These values, even when interpreted through very different lenses, seem to reflect something essential in the human condition. Whether one turns to Christian mysticism, Buddhist mindfulness, Sufi ecstasy, indigenous wisdom, or secular humanism, the impulse is the same: to respond to an inner call to the transcendent - to a reality that transcends narrow self-interest and touches the infinite.

This common movement towards compassion, coherence and higher meaning gives depth and legitimacy to the universalist view. It does not flatten the distinctiveness of traditions but recognises that they may be different articulations of the same inner truth - paths winding towards a common summit. In their striving, these traditions reveal a kind of universal spiritual grammar: a language of the soul that speaks in many tongues but resonates with the same longing.
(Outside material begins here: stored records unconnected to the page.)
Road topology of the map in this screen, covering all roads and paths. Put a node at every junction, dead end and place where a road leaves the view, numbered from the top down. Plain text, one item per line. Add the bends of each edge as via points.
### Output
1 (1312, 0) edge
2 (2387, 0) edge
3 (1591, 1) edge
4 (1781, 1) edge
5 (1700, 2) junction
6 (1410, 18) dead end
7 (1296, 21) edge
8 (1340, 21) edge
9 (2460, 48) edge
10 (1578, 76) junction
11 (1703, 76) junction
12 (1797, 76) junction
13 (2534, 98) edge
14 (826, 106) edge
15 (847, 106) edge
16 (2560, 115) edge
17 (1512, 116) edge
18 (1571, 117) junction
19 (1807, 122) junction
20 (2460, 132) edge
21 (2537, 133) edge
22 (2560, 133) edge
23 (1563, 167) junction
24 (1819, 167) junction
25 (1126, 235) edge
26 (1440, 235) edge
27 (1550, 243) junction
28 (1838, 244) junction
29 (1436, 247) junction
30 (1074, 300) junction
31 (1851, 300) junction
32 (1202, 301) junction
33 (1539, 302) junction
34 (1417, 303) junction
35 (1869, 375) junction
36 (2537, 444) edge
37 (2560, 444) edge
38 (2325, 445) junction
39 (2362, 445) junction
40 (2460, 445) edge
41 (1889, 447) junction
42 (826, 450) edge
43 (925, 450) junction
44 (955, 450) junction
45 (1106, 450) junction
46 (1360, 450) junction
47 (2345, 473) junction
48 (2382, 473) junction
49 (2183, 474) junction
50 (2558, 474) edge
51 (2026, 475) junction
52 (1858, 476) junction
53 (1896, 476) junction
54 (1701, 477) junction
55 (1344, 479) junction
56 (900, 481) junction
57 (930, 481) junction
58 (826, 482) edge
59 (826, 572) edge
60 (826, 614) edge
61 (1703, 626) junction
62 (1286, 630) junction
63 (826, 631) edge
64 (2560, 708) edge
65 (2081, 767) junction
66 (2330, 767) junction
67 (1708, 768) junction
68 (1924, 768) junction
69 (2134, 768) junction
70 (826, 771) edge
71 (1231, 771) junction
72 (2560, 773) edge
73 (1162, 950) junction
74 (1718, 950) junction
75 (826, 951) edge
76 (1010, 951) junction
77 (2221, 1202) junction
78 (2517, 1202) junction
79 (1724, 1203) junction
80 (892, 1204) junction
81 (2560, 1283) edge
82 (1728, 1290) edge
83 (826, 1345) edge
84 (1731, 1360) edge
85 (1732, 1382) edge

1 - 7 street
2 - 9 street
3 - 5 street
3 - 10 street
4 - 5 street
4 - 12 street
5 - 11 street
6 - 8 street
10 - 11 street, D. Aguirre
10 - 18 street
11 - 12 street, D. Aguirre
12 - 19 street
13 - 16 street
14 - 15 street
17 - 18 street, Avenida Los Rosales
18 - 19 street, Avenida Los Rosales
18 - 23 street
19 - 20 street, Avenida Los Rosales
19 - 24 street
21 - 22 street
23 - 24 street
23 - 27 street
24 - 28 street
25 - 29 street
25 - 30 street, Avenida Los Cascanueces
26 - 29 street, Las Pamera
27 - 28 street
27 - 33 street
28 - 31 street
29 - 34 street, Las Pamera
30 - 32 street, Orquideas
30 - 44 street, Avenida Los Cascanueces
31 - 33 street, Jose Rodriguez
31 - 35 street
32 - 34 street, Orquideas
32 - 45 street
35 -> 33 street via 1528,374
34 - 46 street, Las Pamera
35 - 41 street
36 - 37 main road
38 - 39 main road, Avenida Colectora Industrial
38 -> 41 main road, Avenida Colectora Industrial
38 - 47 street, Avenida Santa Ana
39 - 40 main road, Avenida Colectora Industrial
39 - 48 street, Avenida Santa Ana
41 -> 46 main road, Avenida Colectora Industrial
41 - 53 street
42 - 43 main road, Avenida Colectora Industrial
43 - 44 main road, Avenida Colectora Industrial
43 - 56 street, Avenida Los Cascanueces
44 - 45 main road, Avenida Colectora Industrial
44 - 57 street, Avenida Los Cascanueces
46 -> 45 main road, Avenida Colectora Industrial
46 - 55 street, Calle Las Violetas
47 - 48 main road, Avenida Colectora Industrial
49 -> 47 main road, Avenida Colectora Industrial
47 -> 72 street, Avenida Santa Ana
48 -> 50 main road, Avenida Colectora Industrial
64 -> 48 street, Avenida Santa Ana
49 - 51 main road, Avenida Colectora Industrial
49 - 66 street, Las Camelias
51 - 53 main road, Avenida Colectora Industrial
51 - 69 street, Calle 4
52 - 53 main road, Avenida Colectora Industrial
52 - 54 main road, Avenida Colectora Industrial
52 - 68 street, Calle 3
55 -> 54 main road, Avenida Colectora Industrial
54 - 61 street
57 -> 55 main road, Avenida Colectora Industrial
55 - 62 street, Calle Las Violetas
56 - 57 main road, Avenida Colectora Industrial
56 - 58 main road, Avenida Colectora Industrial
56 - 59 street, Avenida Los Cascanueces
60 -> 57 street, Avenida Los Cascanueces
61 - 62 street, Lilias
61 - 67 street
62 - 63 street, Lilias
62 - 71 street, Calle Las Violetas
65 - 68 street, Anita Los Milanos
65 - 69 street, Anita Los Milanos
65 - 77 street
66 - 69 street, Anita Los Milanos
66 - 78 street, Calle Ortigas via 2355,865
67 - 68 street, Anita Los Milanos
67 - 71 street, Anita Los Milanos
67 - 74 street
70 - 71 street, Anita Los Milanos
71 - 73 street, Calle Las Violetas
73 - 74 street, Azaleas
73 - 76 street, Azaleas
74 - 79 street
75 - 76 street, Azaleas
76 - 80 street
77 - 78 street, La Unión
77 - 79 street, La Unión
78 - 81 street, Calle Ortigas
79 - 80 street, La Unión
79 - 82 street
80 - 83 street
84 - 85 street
As a transcendental universalist I try to align with many aspects of Advaita Vedanta, especially in its metaphysical and ethical dimensions — but I am aware there are also some important distinctions.

I think we agree on the Unity of All That Is. In my understanding, Advaita Vedanta asserts that Atman (the individual self) is identical to Brahman (the ultimate, impersonal reality). My emphasis on a shared human impulse toward truth, unity, and transcendence hopefully resonates strongly with this non-dual (Advaita) view — that behind apparent diversity lies one undivided reality.

In the way I see different traditions as culturally shaped expressions of the same deep longing, My understanding is that Advaita teaches that religious forms and rituals can help point toward truth, but the ultimate reality lies beyond all dualities and concepts.

A worry of mine has been that Advaita focuses primarily on metaphysical realization, but I am encouraged to read that traditional commentaries emphasize that the realization of oneness leads naturally to compassion, because harming another is ultimately harming oneself. My focus on truth, unity, beauty, goodness, and compassion reflects a similar moral logic.

When I write about “something greater than the self” and a shared spiritual grammar, this hopefully aligns with the Vedantic idea that the ego and separateness are ultimately illusory (maya), and that spiritual practice leads to the dissolution of that illusion.

As someone who is coming from a Christian background, I struggle a little with the fact that Advaita Vedanta tends to lean toward an impersonal understanding of the divine (Nirguna Brahman — without attributes), whereas I tend to leave room for a personal or relational divine presence (e.g., “God,” “inner self,” etc.). You may see this as a divergence, unless personal conceptions of the divine could be seen as provisional steps toward a deeper impersonal unity.

I can identify with Advaita’s ultimate goal of moksha — liberation from the cycle of birth and death through realization of non-duality. However, my approach is more inclusive and dynamic by nature, valuing ongoing ethical, aesthetic, and relational engagement with life, not just transcendence of it. I don’t think it’s incompatible with Advaita, but there is a difference.

What I’m not familiar with is the Cosmology and Ontology of Advaita Vedanta. I read that Advaita has a highly specific metaphysical system (with ideas like maya, avidya, sat-chit-ananda) that gives structure to its claims. My transcendental universalism may be more phenomenological by nature, focusing on shared experience and values rather than a fixed ontology.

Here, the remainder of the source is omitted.